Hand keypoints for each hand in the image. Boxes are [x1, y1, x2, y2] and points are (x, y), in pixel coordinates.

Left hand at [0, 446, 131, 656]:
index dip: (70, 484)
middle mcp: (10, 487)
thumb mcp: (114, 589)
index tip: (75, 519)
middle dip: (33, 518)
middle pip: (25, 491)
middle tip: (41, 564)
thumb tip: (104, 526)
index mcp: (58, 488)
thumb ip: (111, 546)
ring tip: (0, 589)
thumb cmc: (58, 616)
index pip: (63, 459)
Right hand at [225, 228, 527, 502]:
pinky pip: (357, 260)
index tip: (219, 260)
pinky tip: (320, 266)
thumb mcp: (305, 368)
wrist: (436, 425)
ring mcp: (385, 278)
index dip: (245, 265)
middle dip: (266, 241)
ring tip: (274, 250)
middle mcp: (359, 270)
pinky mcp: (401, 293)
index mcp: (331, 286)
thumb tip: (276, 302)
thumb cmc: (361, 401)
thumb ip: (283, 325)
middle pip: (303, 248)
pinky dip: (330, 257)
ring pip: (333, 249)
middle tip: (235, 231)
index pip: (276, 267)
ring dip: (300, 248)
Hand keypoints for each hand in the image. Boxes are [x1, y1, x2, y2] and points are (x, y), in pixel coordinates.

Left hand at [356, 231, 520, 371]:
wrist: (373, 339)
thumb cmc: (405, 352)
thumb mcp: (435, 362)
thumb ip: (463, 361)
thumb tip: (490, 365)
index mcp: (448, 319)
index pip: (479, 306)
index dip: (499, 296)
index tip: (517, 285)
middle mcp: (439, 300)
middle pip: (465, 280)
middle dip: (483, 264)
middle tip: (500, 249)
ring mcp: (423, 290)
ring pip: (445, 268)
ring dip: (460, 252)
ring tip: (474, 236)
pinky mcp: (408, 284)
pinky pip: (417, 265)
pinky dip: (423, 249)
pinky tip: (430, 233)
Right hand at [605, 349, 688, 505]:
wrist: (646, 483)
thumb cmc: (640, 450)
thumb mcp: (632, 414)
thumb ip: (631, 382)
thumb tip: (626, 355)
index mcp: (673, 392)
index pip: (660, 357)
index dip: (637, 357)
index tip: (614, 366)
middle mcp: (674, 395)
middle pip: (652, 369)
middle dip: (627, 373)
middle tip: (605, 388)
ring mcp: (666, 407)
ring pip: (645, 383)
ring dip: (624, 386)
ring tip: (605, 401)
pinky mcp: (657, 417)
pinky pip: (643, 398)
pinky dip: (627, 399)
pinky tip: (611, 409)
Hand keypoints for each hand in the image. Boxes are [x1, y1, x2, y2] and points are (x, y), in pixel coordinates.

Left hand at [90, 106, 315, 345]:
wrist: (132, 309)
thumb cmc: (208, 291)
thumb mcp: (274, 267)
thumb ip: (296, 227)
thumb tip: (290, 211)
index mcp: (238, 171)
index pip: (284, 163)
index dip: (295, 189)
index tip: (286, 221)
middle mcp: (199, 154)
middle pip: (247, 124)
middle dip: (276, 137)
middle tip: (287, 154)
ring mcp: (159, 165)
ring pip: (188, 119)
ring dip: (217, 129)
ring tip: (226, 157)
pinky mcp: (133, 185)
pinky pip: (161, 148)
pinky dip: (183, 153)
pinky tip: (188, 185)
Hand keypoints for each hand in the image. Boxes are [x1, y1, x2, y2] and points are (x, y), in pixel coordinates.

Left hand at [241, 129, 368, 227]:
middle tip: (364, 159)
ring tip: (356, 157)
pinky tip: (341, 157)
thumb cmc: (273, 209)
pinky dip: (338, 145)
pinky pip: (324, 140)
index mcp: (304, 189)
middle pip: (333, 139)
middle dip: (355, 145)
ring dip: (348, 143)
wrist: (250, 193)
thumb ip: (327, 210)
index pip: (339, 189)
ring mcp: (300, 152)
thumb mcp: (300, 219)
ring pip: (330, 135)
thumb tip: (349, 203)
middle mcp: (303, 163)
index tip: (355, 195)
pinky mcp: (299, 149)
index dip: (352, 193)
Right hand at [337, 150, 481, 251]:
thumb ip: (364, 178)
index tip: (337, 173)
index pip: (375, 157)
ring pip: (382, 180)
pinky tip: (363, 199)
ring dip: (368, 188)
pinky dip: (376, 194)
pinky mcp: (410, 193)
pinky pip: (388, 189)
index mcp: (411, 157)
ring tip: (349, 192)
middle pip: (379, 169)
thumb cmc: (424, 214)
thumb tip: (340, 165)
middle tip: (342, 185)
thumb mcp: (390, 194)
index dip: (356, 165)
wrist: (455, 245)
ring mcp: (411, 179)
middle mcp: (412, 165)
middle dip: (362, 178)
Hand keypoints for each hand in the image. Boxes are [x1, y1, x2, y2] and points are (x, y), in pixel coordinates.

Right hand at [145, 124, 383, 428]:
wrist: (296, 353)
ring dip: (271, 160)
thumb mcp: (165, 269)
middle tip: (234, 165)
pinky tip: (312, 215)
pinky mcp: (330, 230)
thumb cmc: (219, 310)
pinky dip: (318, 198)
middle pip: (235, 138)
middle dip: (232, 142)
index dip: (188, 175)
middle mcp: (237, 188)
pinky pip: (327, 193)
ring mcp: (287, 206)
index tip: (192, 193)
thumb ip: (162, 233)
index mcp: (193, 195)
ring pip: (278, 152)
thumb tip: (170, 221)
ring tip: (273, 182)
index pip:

--- PROBLEM DETAILS ---
In your answer, include only the lines above starting at the line that holds "middle dip: (362, 178)" and ending at the line that holds "index tip: (192, 193)", copied exactly.

--- EXERCISE RESULT ---
middle dip: (362, 178)
Hand keypoints for each hand in the image. Boxes are [x1, y1, x2, y2] and points are (x, y), in pixel coordinates.

Right hand at [145, 124, 383, 428]:
wrist: (296, 353)
ring dip: (271, 160)
thumb mcp: (165, 269)
middle tip: (234, 165)
pinky tip: (312, 215)
pinky mcp: (330, 230)
thumb cmc: (219, 310)
pinky dip: (318, 198)
middle pip: (235, 138)
middle dip: (232, 142)
index dip: (188, 175)
middle mcp: (237, 188)
pinky pip: (327, 193)
ring mcp: (287, 206)
index tip: (192, 193)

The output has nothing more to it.